RECORDS FOR THE EXERCISE
╭──
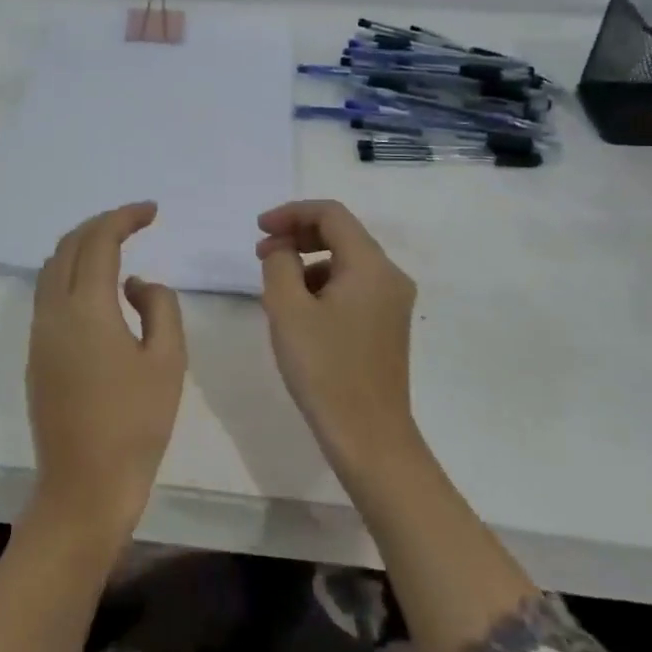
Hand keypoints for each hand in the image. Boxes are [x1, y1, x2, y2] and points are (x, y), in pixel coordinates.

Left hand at [29, 202, 186, 540]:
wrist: (84, 487)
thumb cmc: (136, 424)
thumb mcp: (168, 360)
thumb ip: (159, 306)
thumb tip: (135, 284)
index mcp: (86, 307)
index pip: (99, 241)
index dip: (124, 217)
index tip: (152, 211)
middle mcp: (53, 311)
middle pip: (69, 245)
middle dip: (101, 224)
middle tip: (135, 222)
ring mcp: (38, 332)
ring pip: (52, 267)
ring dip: (82, 246)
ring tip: (116, 247)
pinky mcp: (35, 353)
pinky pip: (48, 292)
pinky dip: (71, 273)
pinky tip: (98, 289)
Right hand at [256, 200, 418, 472]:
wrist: (369, 438)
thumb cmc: (324, 369)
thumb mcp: (287, 309)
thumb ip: (279, 264)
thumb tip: (282, 250)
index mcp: (371, 265)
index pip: (330, 214)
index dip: (291, 213)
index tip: (258, 229)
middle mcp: (389, 276)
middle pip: (341, 234)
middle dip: (298, 235)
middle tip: (261, 253)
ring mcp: (392, 303)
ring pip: (345, 261)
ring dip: (308, 261)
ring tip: (276, 287)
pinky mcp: (387, 326)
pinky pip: (352, 286)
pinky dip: (322, 285)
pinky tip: (299, 312)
╰──
REQUIREMENT
Your answer must consist only of the lines from the one with "ring mcp: (392, 303)" through the final line of the entries, each retyped exactly.

ANSWER BOX
ring mcp: (392, 303)
ring pip: (345, 261)
ring dip: (308, 261)
ring tip: (276, 287)
pinky mcp: (387, 326)
pinky pip: (352, 286)
pinky dip: (322, 285)
pinky tip: (299, 312)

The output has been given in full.